Diagnosis requires three findings together: low-molecular-weight proteinuria, hypercalciuria, and at least one additional feature such as nephrocalcinosis, kidney stones, blood in the urine, low blood phosphate, or declining kidney function. Because these features overlap with other kidney conditions, Dent disease is frequently misdiagnosed or missed entirely, which makes it hard to pin down how common it truly is.

Genetic testing confirms the diagnosis by identifying a mutation in CLCN5 or OCRL. This step also determines whether the disease is type 1 or type 2, which matters because type 2 warrants screening for the extra-renal features like cataracts and developmental concerns.

Disease Progression and Outlook

Dent disease is progressive but moves at different speeds in different people. Kidney function may remain stable for years before declining. The broad estimate is that 30% to 80% of affected males reach end-stage kidney failure between ages 30 and 50, though some don’t reach that point until their sixties or later. The wide range reflects genuine unpredictability: even brothers with the same mutation can follow different trajectories.

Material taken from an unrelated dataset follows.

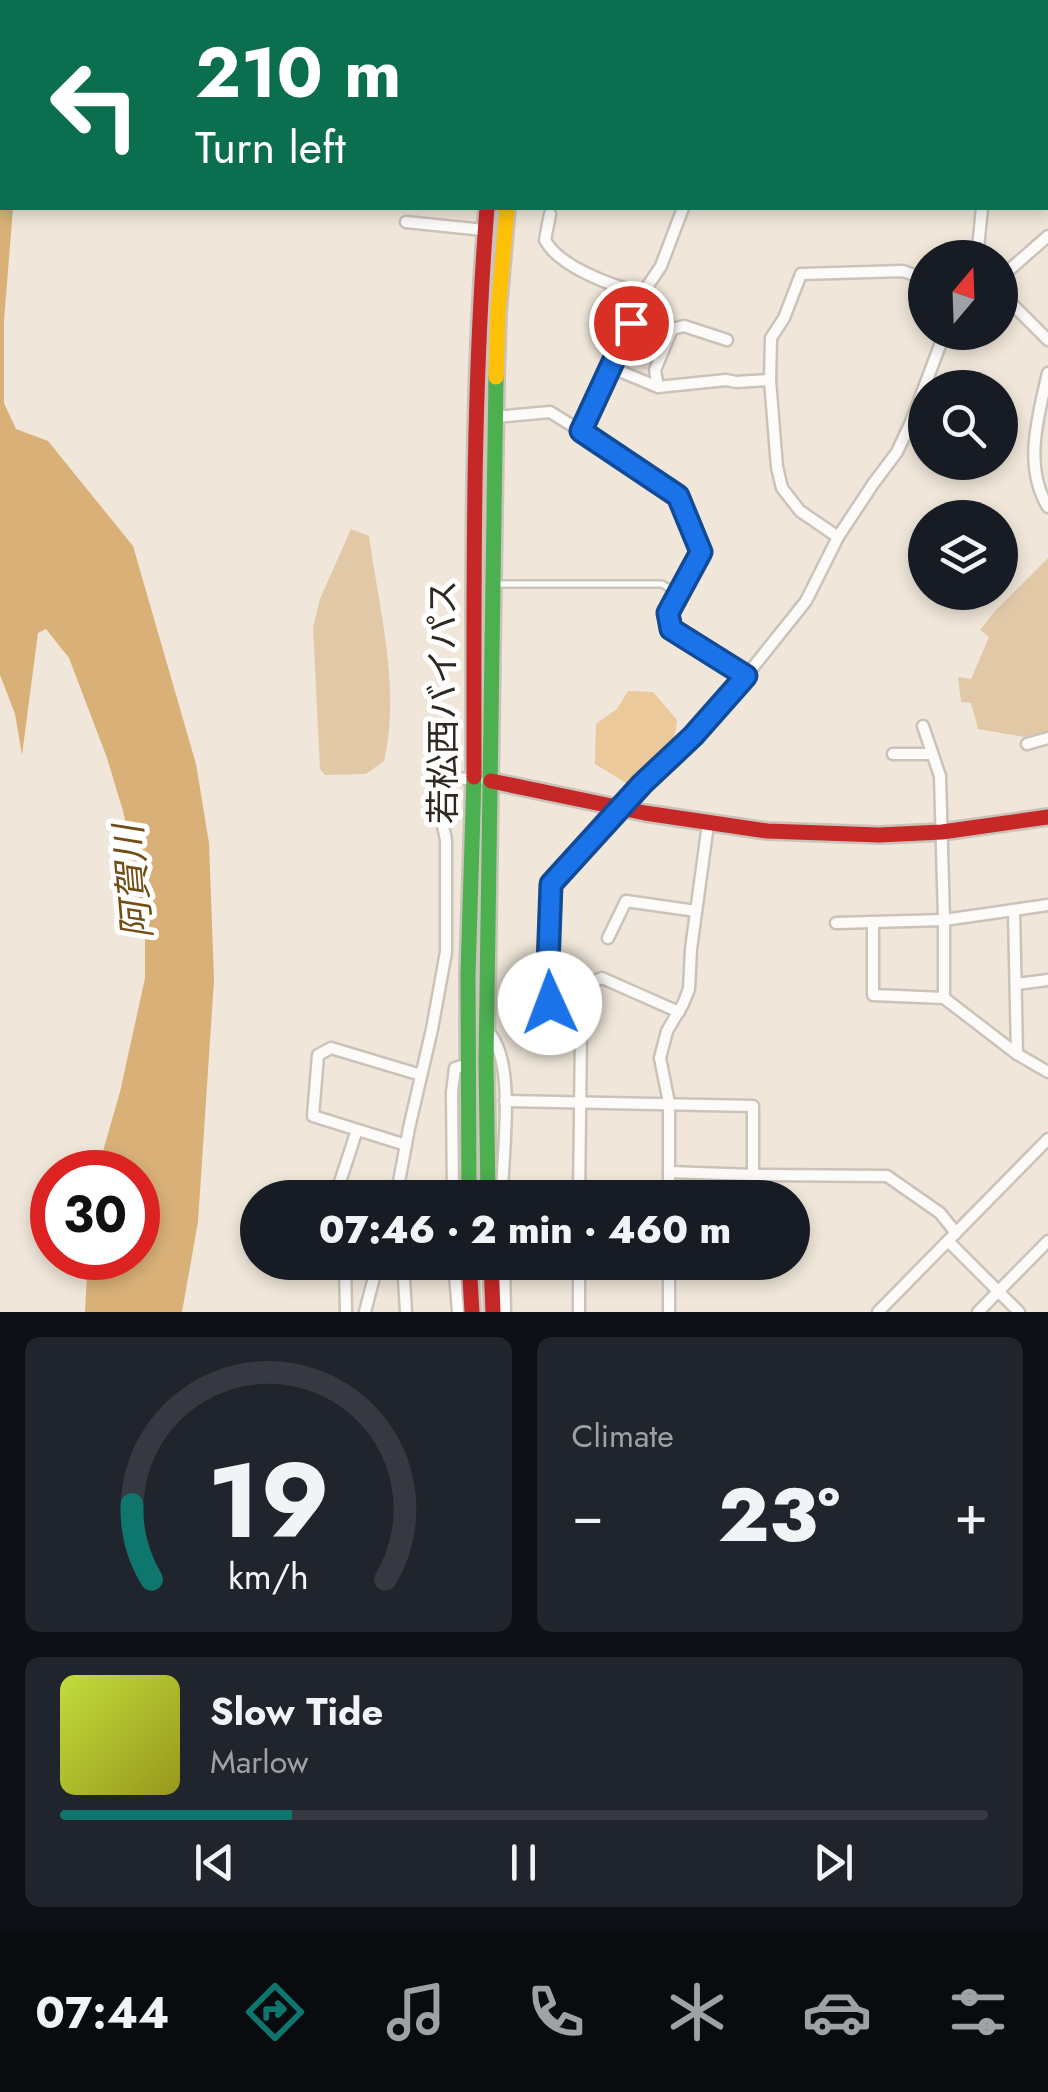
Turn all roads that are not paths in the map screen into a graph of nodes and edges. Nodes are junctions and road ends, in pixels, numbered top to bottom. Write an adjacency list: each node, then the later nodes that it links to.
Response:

Once kidney failure develops, the options are dialysis or transplantation. A transplanted kidney does not carry the genetic defect, so Dent disease does not recur in the new organ.

Management and Treatment

There is no cure for Dent disease. Treatment focuses on slowing kidney damage and managing complications. Reducing urinary calcium is a primary goal because it’s the calcium that drives stone formation and nephrocalcinosis. Thiazide diuretics, a class of medication that lowers urinary calcium output, are sometimes used, though they must be monitored carefully because they can lower potassium and blood volume. Citrate supplements may help prevent stones by binding calcium in the urine.

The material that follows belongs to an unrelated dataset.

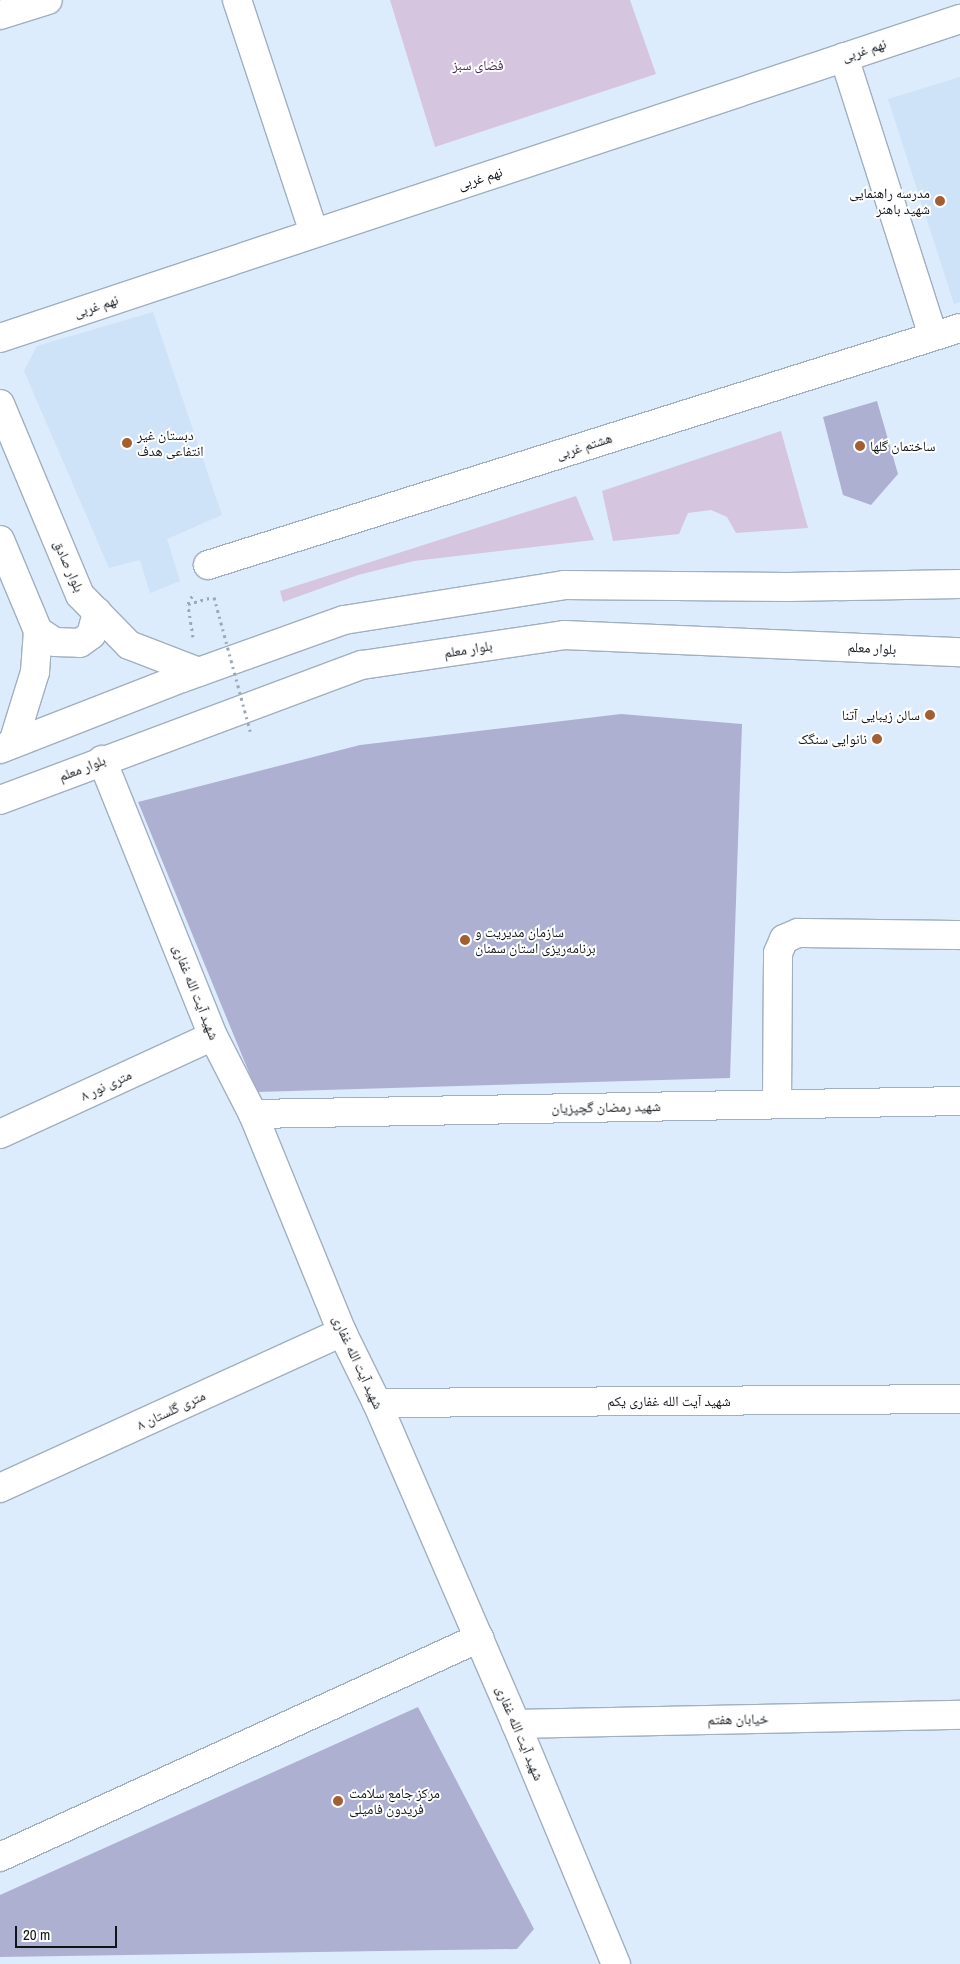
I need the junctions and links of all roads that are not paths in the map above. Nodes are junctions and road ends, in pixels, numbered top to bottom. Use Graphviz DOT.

Dietary modifications play a supporting role. Keeping salt intake low helps reduce calcium excretion, since the kidney handles sodium and calcium through overlapping pathways. Adequate hydration dilutes urinary calcium and makes stones less likely to form. If phosphate wasting is significant enough to cause bone disease, phosphate and vitamin D supplements can help protect bone health.

Regular monitoring of kidney function, urinary calcium, and imaging for stones or calcification helps clinicians adjust the plan as the disease evolves. A set of clinical practice recommendations published in Nephrology Dialysis Transplantation, developed through expert consensus and a systematic literature review, now provides standardized guidance for diagnosis and long-term management of the condition.